- Exercise goal:
Return each entry below without any alteration.

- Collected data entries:
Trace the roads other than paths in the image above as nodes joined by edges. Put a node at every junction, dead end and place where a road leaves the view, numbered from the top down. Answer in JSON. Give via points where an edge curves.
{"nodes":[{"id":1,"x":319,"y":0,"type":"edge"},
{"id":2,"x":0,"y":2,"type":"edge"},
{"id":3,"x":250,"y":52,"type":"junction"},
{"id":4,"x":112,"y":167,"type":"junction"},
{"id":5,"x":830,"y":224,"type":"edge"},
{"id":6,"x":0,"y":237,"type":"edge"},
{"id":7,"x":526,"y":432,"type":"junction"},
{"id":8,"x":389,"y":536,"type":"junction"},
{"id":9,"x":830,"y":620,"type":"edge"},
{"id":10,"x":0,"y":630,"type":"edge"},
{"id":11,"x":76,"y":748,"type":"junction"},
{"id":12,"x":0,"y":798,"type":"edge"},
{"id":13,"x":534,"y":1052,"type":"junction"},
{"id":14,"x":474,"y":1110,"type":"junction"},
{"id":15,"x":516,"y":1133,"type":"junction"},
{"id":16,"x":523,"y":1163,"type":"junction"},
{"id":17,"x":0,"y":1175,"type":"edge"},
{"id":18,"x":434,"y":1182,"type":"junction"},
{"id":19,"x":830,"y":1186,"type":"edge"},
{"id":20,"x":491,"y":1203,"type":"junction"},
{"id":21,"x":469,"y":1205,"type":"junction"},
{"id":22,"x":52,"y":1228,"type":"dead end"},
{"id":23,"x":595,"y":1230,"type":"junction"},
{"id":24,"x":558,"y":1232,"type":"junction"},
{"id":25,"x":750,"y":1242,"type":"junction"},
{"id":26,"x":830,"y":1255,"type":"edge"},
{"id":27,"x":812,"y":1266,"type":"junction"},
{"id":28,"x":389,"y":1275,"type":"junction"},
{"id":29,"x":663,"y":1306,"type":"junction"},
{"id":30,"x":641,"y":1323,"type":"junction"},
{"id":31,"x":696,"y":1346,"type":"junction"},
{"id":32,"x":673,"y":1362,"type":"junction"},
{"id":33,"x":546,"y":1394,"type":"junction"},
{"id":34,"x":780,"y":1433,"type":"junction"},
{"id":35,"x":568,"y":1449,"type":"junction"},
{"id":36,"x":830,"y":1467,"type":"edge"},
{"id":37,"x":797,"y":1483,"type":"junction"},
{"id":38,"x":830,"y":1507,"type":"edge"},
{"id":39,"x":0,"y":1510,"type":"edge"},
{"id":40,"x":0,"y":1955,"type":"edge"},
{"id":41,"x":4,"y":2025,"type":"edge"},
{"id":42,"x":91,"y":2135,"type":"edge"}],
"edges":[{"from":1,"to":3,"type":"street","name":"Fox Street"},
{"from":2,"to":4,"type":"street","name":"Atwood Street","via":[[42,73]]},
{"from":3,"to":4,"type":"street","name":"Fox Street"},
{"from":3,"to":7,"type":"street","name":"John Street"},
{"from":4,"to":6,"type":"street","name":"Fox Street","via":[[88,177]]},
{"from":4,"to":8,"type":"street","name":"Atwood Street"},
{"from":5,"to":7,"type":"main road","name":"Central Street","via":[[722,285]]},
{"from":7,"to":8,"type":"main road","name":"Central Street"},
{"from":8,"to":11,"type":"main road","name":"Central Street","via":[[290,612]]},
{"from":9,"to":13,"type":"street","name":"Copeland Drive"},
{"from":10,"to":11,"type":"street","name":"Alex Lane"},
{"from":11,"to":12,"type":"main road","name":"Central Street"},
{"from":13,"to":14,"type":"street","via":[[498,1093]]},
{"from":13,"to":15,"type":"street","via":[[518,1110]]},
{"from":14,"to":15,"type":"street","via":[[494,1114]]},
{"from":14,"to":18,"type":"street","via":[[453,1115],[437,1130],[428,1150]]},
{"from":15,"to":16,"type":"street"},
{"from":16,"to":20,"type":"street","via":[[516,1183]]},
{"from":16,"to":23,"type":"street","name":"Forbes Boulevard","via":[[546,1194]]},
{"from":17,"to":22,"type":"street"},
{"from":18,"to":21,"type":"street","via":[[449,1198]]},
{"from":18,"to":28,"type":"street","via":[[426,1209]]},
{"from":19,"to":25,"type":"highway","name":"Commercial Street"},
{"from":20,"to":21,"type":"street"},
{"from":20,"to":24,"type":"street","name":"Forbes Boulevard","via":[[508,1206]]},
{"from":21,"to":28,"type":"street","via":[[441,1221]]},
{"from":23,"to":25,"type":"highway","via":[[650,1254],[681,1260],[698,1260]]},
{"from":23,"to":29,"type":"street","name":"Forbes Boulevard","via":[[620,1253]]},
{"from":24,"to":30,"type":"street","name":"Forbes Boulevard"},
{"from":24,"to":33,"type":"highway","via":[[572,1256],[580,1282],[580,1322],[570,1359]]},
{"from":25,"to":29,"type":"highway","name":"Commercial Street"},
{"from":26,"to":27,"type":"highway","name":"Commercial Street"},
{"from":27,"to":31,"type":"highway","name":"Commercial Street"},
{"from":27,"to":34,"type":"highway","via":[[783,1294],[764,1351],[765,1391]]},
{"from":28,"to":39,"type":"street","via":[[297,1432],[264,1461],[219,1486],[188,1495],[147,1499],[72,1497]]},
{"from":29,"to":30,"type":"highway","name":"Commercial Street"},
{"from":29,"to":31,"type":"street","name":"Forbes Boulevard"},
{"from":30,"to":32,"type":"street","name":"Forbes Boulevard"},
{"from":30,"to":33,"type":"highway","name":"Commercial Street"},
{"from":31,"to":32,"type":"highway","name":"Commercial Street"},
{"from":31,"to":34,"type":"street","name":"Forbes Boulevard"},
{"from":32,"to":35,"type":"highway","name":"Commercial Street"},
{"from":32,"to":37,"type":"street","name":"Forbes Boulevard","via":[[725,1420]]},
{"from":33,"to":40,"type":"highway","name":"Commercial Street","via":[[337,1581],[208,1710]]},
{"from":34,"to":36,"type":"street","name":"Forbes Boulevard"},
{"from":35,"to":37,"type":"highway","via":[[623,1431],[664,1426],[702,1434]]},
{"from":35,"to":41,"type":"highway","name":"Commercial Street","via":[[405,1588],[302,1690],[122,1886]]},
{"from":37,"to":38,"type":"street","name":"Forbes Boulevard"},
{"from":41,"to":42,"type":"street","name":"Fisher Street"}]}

- Solved problem:
Trace the roads other than paths in the image above as nodes joined by edges. Put a node at every junction, dead end and place where a road leaves the view, numbered from the top down. Answer in JSON. Give via points where an edge curves.
{"nodes":[{"id":1,"x":319,"y":0,"type":"edge"},
{"id":2,"x":0,"y":2,"type":"edge"},
{"id":3,"x":250,"y":52,"type":"junction"},
{"id":4,"x":112,"y":167,"type":"junction"},
{"id":5,"x":830,"y":224,"type":"edge"},
{"id":6,"x":0,"y":237,"type":"edge"},
{"id":7,"x":526,"y":432,"type":"junction"},
{"id":8,"x":389,"y":536,"type":"junction"},
{"id":9,"x":830,"y":620,"type":"edge"},
{"id":10,"x":0,"y":630,"type":"edge"},
{"id":11,"x":76,"y":748,"type":"junction"},
{"id":12,"x":0,"y":798,"type":"edge"},
{"id":13,"x":534,"y":1052,"type":"junction"},
{"id":14,"x":474,"y":1110,"type":"junction"},
{"id":15,"x":516,"y":1133,"type":"junction"},
{"id":16,"x":523,"y":1163,"type":"junction"},
{"id":17,"x":0,"y":1175,"type":"edge"},
{"id":18,"x":434,"y":1182,"type":"junction"},
{"id":19,"x":830,"y":1186,"type":"edge"},
{"id":20,"x":491,"y":1203,"type":"junction"},
{"id":21,"x":469,"y":1205,"type":"junction"},
{"id":22,"x":52,"y":1228,"type":"dead end"},
{"id":23,"x":595,"y":1230,"type":"junction"},
{"id":24,"x":558,"y":1232,"type":"junction"},
{"id":25,"x":750,"y":1242,"type":"junction"},
{"id":26,"x":830,"y":1255,"type":"edge"},
{"id":27,"x":812,"y":1266,"type":"junction"},
{"id":28,"x":389,"y":1275,"type":"junction"},
{"id":29,"x":663,"y":1306,"type":"junction"},
{"id":30,"x":641,"y":1323,"type":"junction"},
{"id":31,"x":696,"y":1346,"type":"junction"},
{"id":32,"x":673,"y":1362,"type":"junction"},
{"id":33,"x":546,"y":1394,"type":"junction"},
{"id":34,"x":780,"y":1433,"type":"junction"},
{"id":35,"x":568,"y":1449,"type":"junction"},
{"id":36,"x":830,"y":1467,"type":"edge"},
{"id":37,"x":797,"y":1483,"type":"junction"},
{"id":38,"x":830,"y":1507,"type":"edge"},
{"id":39,"x":0,"y":1510,"type":"edge"},
{"id":40,"x":0,"y":1955,"type":"edge"},
{"id":41,"x":4,"y":2025,"type":"edge"},
{"id":42,"x":91,"y":2135,"type":"edge"}],
"edges":[{"from":1,"to":3,"type":"street","name":"Fox Street"},
{"from":2,"to":4,"type":"street","name":"Atwood Street","via":[[42,73]]},
{"from":3,"to":4,"type":"street","name":"Fox Street"},
{"from":3,"to":7,"type":"street","name":"John Street"},
{"from":4,"to":6,"type":"street","name":"Fox Street","via":[[88,177]]},
{"from":4,"to":8,"type":"street","name":"Atwood Street"},
{"from":5,"to":7,"type":"main road","name":"Central Street","via":[[722,285]]},
{"from":7,"to":8,"type":"main road","name":"Central Street"},
{"from":8,"to":11,"type":"main road","name":"Central Street","via":[[290,612]]},
{"from":9,"to":13,"type":"street","name":"Copeland Drive"},
{"from":10,"to":11,"type":"street","name":"Alex Lane"},
{"from":11,"to":12,"type":"main road","name":"Central Street"},
{"from":13,"to":14,"type":"street","via":[[498,1093]]},
{"from":13,"to":15,"type":"street","via":[[518,1110]]},
{"from":14,"to":15,"type":"street","via":[[494,1114]]},
{"from":14,"to":18,"type":"street","via":[[453,1115],[437,1130],[428,1150]]},
{"from":15,"to":16,"type":"street"},
{"from":16,"to":20,"type":"street","via":[[516,1183]]},
{"from":16,"to":23,"type":"street","name":"Forbes Boulevard","via":[[546,1194]]},
{"from":17,"to":22,"type":"street"},
{"from":18,"to":21,"type":"street","via":[[449,1198]]},
{"from":18,"to":28,"type":"street","via":[[426,1209]]},
{"from":19,"to":25,"type":"highway","name":"Commercial Street"},
{"from":20,"to":21,"type":"street"},
{"from":20,"to":24,"type":"street","name":"Forbes Boulevard","via":[[508,1206]]},
{"from":21,"to":28,"type":"street","via":[[441,1221]]},
{"from":23,"to":25,"type":"highway","via":[[650,1254],[681,1260],[698,1260]]},
{"from":23,"to":29,"type":"street","name":"Forbes Boulevard","via":[[620,1253]]},
{"from":24,"to":30,"type":"street","name":"Forbes Boulevard"},
{"from":24,"to":33,"type":"highway","via":[[572,1256],[580,1282],[580,1322],[570,1359]]},
{"from":25,"to":29,"type":"highway","name":"Commercial Street"},
{"from":26,"to":27,"type":"highway","name":"Commercial Street"},
{"from":27,"to":31,"type":"highway","name":"Commercial Street"},
{"from":27,"to":34,"type":"highway","via":[[783,1294],[764,1351],[765,1391]]},
{"from":28,"to":39,"type":"street","via":[[297,1432],[264,1461],[219,1486],[188,1495],[147,1499],[72,1497]]},
{"from":29,"to":30,"type":"highway","name":"Commercial Street"},
{"from":29,"to":31,"type":"street","name":"Forbes Boulevard"},
{"from":30,"to":32,"type":"street","name":"Forbes Boulevard"},
{"from":30,"to":33,"type":"highway","name":"Commercial Street"},
{"from":31,"to":32,"type":"highway","name":"Commercial Street"},
{"from":31,"to":34,"type":"street","name":"Forbes Boulevard"},
{"from":32,"to":35,"type":"highway","name":"Commercial Street"},
{"from":32,"to":37,"type":"street","name":"Forbes Boulevard","via":[[725,1420]]},
{"from":33,"to":40,"type":"highway","name":"Commercial Street","via":[[337,1581],[208,1710]]},
{"from":34,"to":36,"type":"street","name":"Forbes Boulevard"},
{"from":35,"to":37,"type":"highway","via":[[623,1431],[664,1426],[702,1434]]},
{"from":35,"to":41,"type":"highway","name":"Commercial Street","via":[[405,1588],[302,1690],[122,1886]]},
{"from":37,"to":38,"type":"street","name":"Forbes Boulevard"},
{"from":41,"to":42,"type":"street","name":"Fisher Street"}]}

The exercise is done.